▶ [YOUR INSTRUCTIONS]
Print each record below exactly as it appears.

▶ [EXTRACTED RECORDS]
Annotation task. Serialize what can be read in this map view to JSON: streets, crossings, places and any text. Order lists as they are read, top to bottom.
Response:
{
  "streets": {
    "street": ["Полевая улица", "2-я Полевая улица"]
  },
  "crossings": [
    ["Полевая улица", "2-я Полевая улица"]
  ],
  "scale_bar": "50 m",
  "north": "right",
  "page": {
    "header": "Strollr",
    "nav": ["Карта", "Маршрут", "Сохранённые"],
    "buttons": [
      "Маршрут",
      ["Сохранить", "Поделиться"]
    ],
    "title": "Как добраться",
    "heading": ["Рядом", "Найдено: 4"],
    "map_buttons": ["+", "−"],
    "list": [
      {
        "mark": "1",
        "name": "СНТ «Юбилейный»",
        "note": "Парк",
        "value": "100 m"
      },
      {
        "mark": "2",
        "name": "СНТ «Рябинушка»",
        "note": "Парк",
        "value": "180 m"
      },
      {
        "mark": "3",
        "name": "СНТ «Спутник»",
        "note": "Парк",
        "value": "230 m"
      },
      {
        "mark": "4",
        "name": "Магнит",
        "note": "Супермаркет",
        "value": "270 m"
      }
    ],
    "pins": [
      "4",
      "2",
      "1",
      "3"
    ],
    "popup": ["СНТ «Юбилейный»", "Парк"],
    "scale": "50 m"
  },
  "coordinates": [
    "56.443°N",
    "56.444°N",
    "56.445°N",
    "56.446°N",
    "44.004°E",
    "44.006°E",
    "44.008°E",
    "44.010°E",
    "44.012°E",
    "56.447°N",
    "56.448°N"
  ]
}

▶ [RESPONSE TO THE EXERCISE]
Annotation task. Serialize what can be read in this map view to JSON: streets, crossings, places and any text. Order lists as they are read, top to bottom.
Response:
{
  "streets": {
    "street": ["Полевая улица", "2-я Полевая улица"]
  },
  "crossings": [
    ["Полевая улица", "2-я Полевая улица"]
  ],
  "scale_bar": "50 m",
  "north": "right",
  "page": {
    "header": "Strollr",
    "nav": ["Карта", "Маршрут", "Сохранённые"],
    "buttons": [
      "Маршрут",
      ["Сохранить", "Поделиться"]
    ],
    "title": "Как добраться",
    "heading": ["Рядом", "Найдено: 4"],
    "map_buttons": ["+", "−"],
    "list": [
      {
        "mark": "1",
        "name": "СНТ «Юбилейный»",
        "note": "Парк",
        "value": "100 m"
      },
      {
        "mark": "2",
        "name": "СНТ «Рябинушка»",
        "note": "Парк",
        "value": "180 m"
      },
      {
        "mark": "3",
        "name": "СНТ «Спутник»",
        "note": "Парк",
        "value": "230 m"
      },
      {
        "mark": "4",
        "name": "Магнит",
        "note": "Супермаркет",
        "value": "270 m"
      }
    ],
    "pins": [
      "4",
      "2",
      "1",
      "3"
    ],
    "popup": ["СНТ «Юбилейный»", "Парк"],
    "scale": "50 m"
  },
  "coordinates": [
    "56.443°N",
    "56.444°N",
    "56.445°N",
    "56.446°N",
    "44.004°E",
    "44.006°E",
    "44.008°E",
    "44.010°E",
    "44.012°E",
    "56.447°N",
    "56.448°N"
  ]
}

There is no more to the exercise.